Students are expected to demonstrate their ability to design innovative solutions to concrete business problems; critically analyze and assess the strengths and weaknesses of different techniques; apply the most appropriate methods in an independent and critical way; and communicate effectively their ideas, findings, proposals, analyses, and reasoning. The project work will account for 100% of the final grade and will include both an individual and a teamwork evaluation component. The following aspects will be evaluated: • overall quality of the exploratory data analysis results; • performance of the machine learning models; • quality and relevance of the business insights extracted; • any additional work or extra features included in the report, such as interactive dashboards; • quality, clarity, and reproducibility of the Python notebook; • quality of the final presentation.

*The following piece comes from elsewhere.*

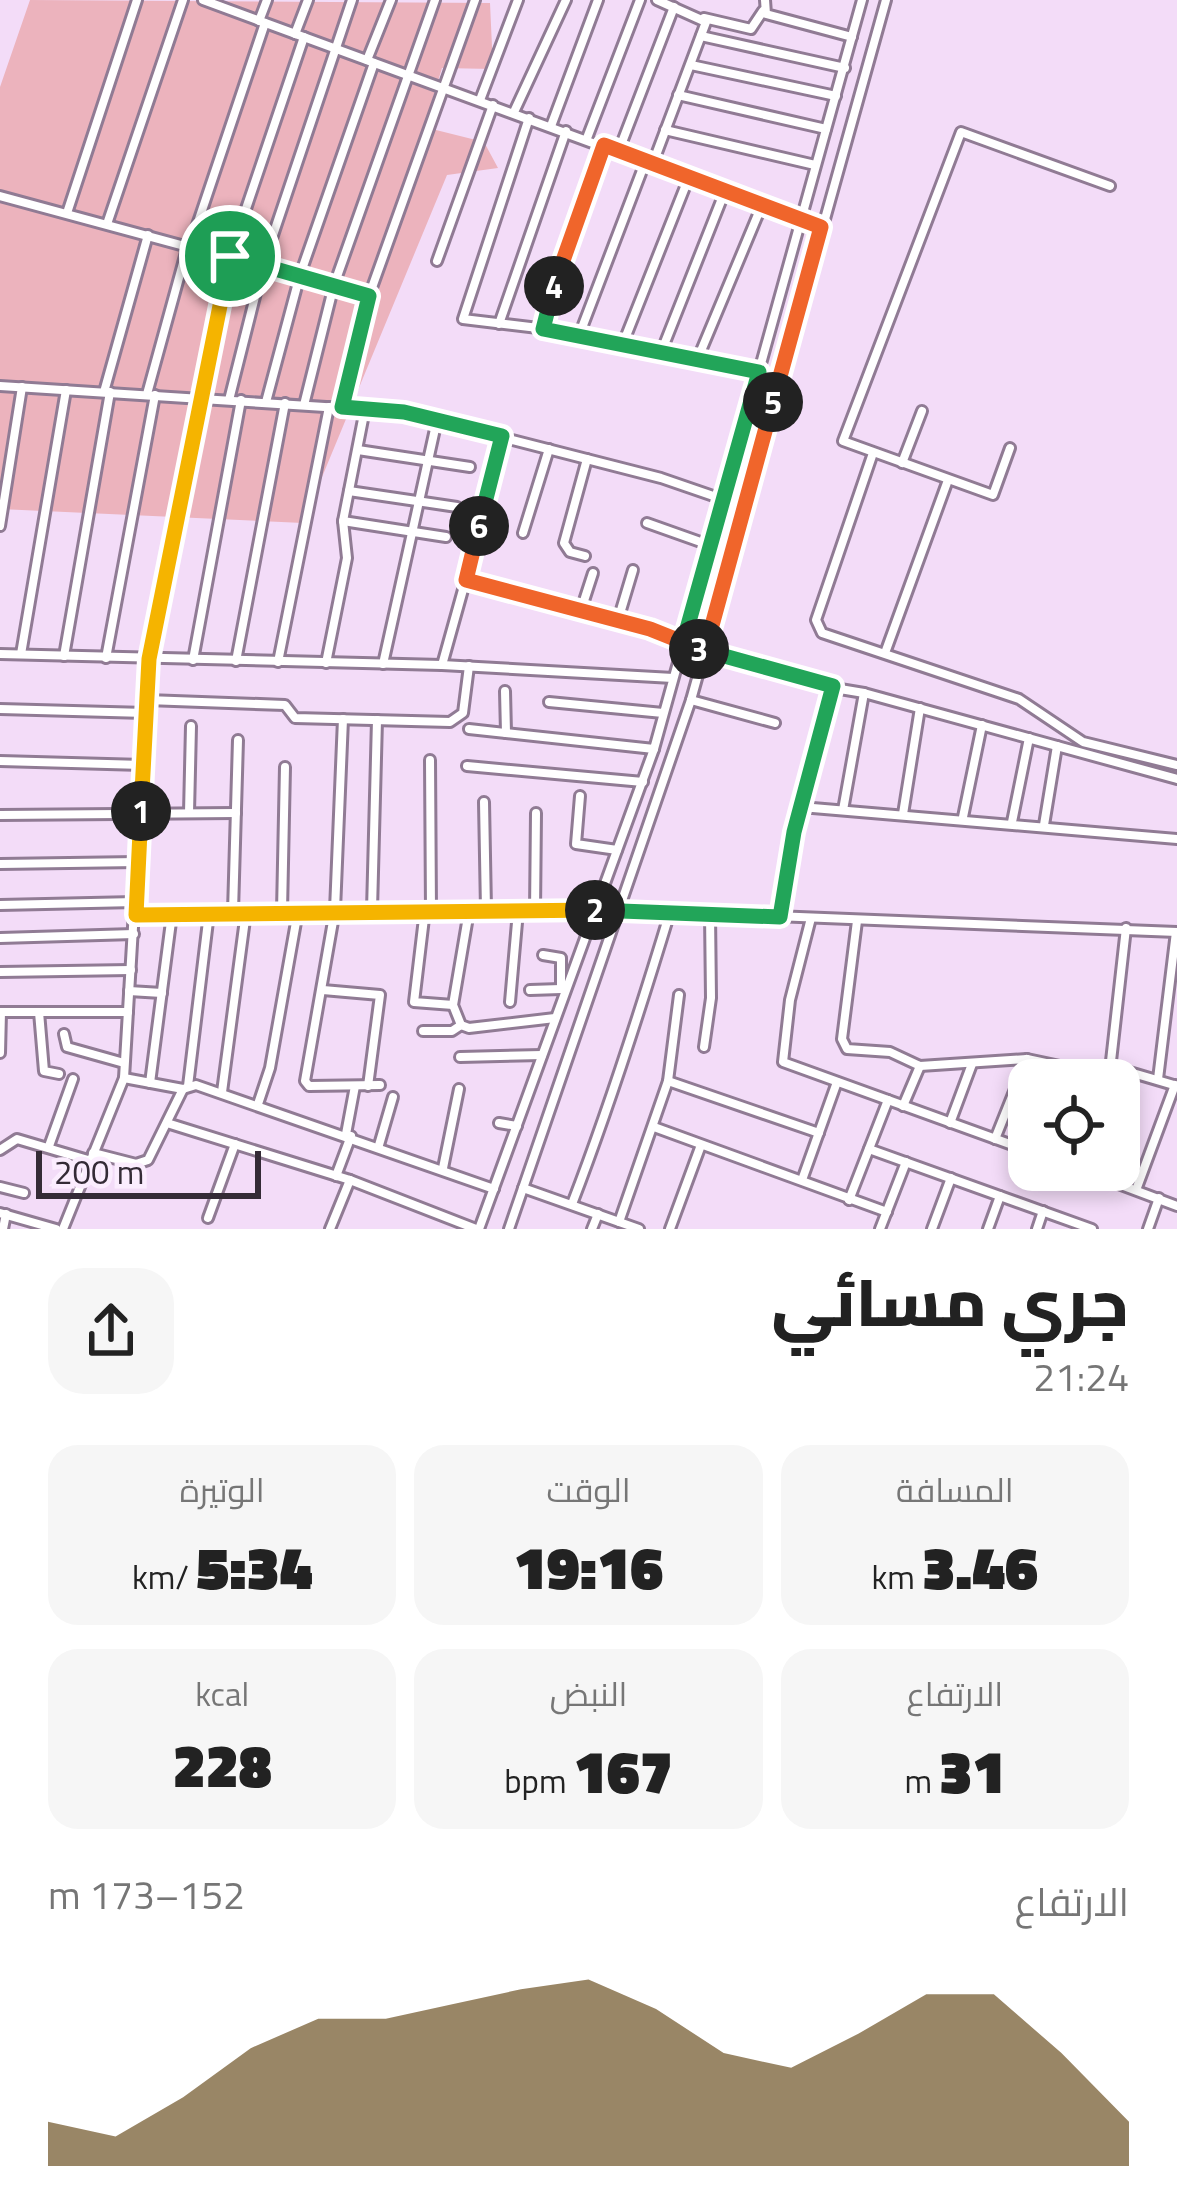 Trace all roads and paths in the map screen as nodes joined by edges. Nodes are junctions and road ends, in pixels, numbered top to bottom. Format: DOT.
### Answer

Thesis assignment criteria

Final thesis projects may be assigned, upon specific request to the professor, to students who demonstrate a serious and motivated interest in the application of data analytics and machine learning techniques to business and social domains.

Week 1

Course introduction. Exploiting data in business. The data analytics pipeline. Business analytics.

Week 2

Data collection. Data cleaning. Exploratory data analysis (EDA). Practical lab session with Python.

Week 3

Company guest lecture. Presentation of Business cases 1 and 2.

Week 4

Company guest lecture. Presentation of Business cases 3 and 4.

Week 5

Principles of data visualization.

Week 6

Practical lab session on data visualization in Python and PowerBI.

Week 7

Predictive analytics: recap on ML techniques

Week 8

Illustrative applications in diverse business and social domains

Week 9

Challenge 1. Project presentations and discussion of results.

Week 10

Challenge 2. Project presentations and discussion of results.

Week 11

Challenge 3. Project presentations and discussion of results.

Week 12

Challenge 4. Project presentations and discussion of results.